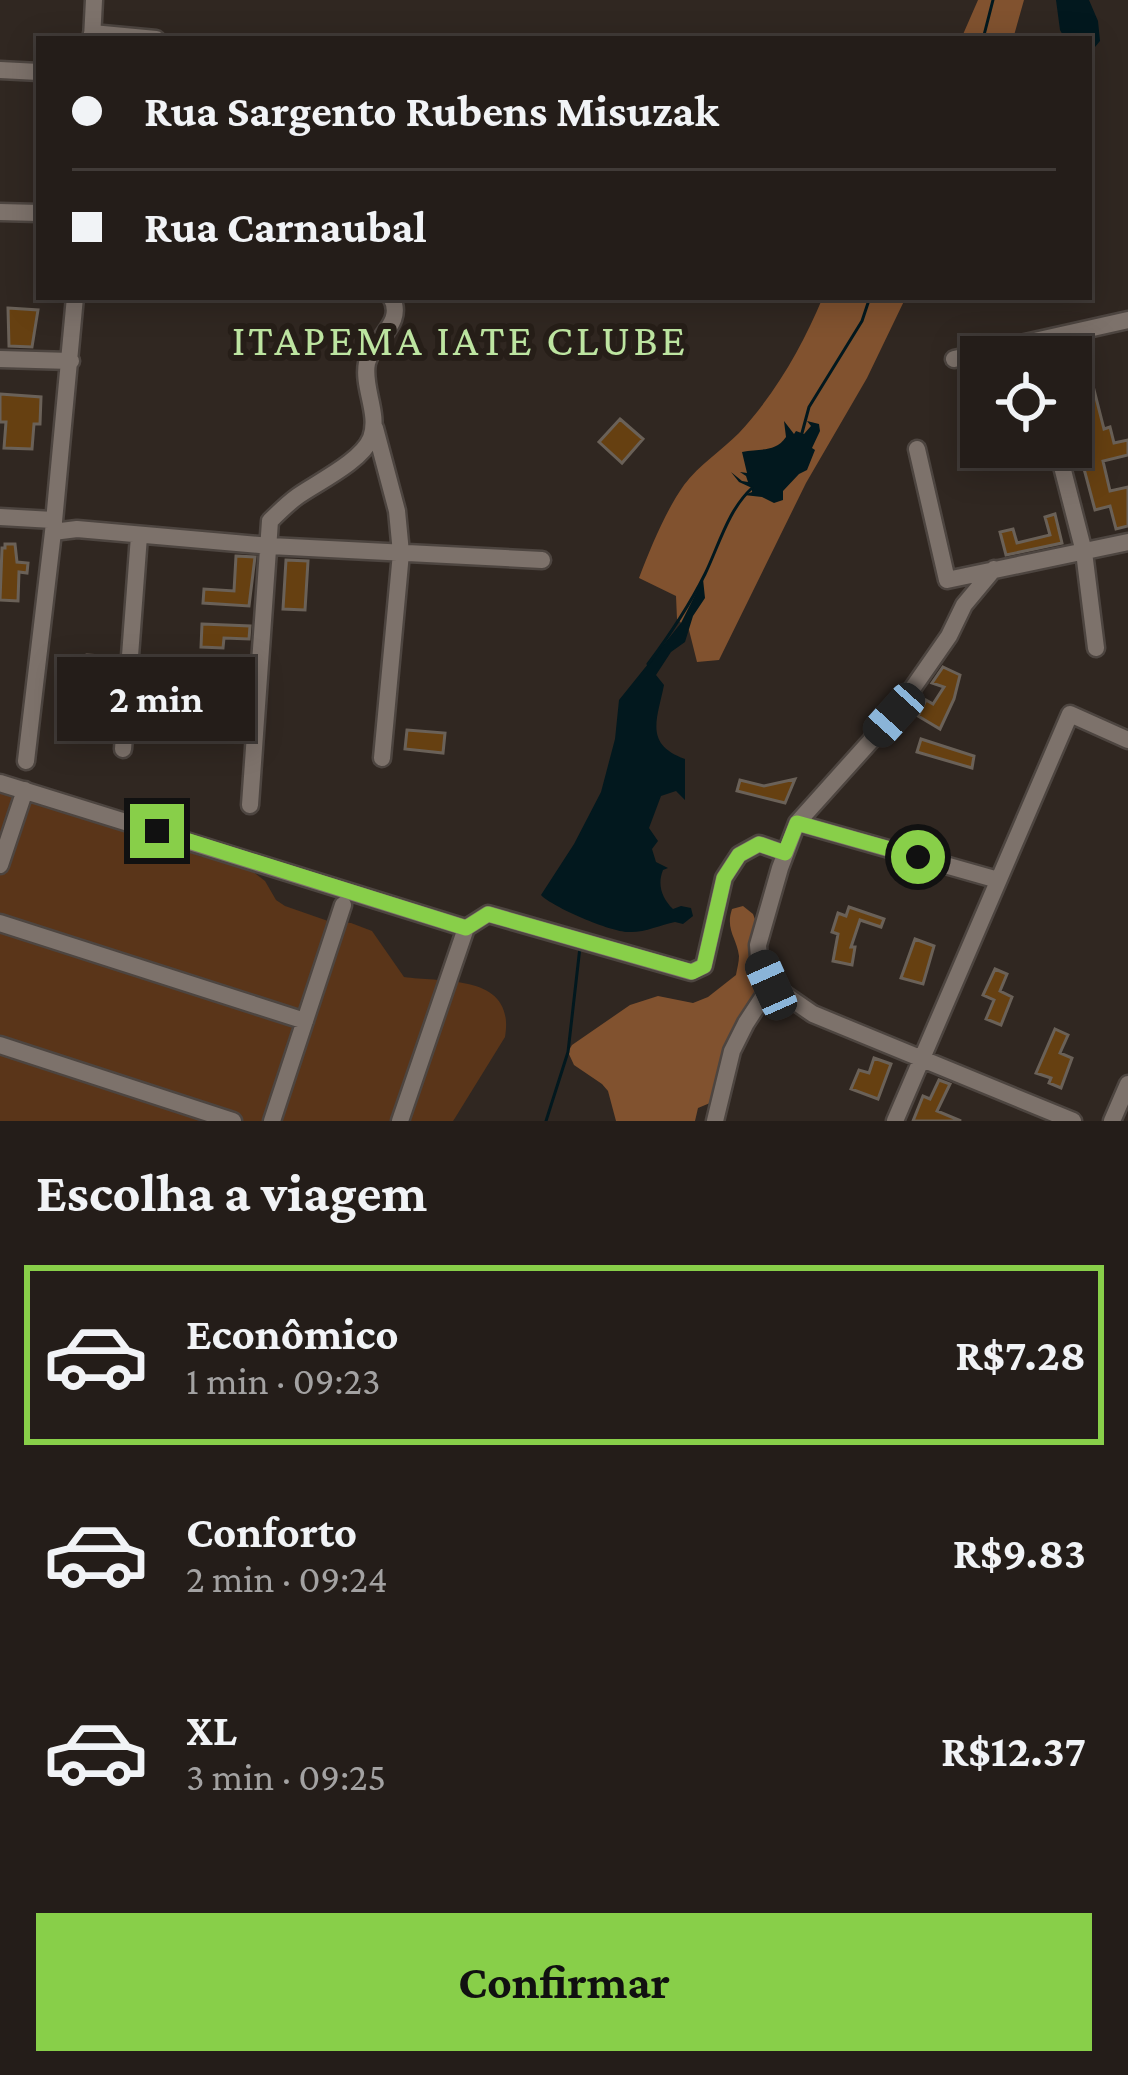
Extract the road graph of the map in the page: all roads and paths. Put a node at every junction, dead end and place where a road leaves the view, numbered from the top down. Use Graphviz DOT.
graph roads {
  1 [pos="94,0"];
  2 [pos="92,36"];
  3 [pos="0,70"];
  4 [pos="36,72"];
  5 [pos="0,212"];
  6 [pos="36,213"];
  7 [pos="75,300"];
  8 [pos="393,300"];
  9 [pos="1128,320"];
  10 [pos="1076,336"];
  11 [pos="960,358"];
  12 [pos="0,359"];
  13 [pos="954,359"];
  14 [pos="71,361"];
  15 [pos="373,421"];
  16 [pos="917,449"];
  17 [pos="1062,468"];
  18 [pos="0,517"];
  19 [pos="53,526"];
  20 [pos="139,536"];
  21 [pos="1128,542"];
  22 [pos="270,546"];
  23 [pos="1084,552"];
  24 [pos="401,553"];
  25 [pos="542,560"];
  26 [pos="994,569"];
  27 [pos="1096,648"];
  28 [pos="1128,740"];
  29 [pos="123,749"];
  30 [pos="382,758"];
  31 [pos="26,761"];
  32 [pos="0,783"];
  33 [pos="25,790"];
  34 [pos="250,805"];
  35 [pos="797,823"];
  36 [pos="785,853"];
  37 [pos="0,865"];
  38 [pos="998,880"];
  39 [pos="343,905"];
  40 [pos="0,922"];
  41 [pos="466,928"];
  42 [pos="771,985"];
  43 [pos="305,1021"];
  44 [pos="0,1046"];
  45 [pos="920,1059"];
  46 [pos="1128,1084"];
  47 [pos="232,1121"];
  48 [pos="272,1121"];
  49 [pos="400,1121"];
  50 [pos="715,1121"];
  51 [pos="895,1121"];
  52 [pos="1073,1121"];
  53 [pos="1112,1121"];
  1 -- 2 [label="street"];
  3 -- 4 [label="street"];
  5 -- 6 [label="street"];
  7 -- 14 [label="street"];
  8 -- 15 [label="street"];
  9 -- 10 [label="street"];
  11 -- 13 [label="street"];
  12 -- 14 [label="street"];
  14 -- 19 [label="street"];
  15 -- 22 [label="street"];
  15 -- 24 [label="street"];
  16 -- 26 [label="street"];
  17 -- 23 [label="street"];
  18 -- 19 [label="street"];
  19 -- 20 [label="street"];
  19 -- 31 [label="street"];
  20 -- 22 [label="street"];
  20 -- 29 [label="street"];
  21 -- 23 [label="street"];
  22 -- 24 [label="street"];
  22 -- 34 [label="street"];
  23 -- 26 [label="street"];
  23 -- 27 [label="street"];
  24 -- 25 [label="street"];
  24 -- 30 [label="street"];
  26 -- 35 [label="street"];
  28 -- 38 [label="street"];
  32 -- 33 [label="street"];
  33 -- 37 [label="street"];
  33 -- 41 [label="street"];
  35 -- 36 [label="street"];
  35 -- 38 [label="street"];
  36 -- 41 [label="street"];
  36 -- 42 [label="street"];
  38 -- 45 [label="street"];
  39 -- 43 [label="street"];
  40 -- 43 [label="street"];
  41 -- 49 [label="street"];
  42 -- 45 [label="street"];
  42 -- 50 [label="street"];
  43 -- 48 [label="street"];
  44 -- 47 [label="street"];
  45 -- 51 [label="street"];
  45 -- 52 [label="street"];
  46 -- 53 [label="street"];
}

────────

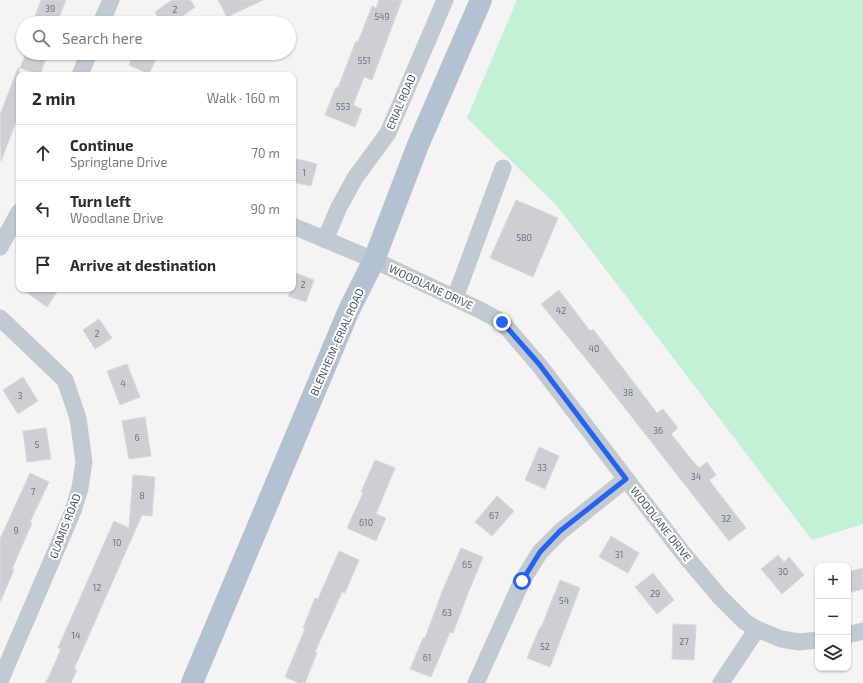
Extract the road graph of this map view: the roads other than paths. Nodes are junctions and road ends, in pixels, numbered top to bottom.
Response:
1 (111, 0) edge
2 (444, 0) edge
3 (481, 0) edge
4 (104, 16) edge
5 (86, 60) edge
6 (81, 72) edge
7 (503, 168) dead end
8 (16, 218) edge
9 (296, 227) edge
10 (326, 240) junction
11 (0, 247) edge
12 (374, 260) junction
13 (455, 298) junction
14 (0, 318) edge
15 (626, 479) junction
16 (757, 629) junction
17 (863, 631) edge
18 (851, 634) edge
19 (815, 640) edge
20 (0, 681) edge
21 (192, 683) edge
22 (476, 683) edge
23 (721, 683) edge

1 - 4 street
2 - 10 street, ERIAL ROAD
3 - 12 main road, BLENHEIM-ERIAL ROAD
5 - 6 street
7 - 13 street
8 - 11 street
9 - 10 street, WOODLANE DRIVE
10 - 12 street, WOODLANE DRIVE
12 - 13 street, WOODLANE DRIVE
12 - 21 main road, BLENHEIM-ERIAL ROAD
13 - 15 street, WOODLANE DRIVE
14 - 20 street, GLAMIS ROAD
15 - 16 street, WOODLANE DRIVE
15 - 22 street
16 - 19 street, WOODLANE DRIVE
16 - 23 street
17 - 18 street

────────

[What is expected] If a line above holds the string "view", copy it out.

[Exercise response]
Extract the road graph of the map in the page: all roads and paths. Put a node at every junction, dead end and place where a road leaves the view, numbered from the top down. Use Graphviz DOT.
Extract the road graph of this map view: the roads other than paths. Nodes are junctions and road ends, in pixels, numbered top to bottom.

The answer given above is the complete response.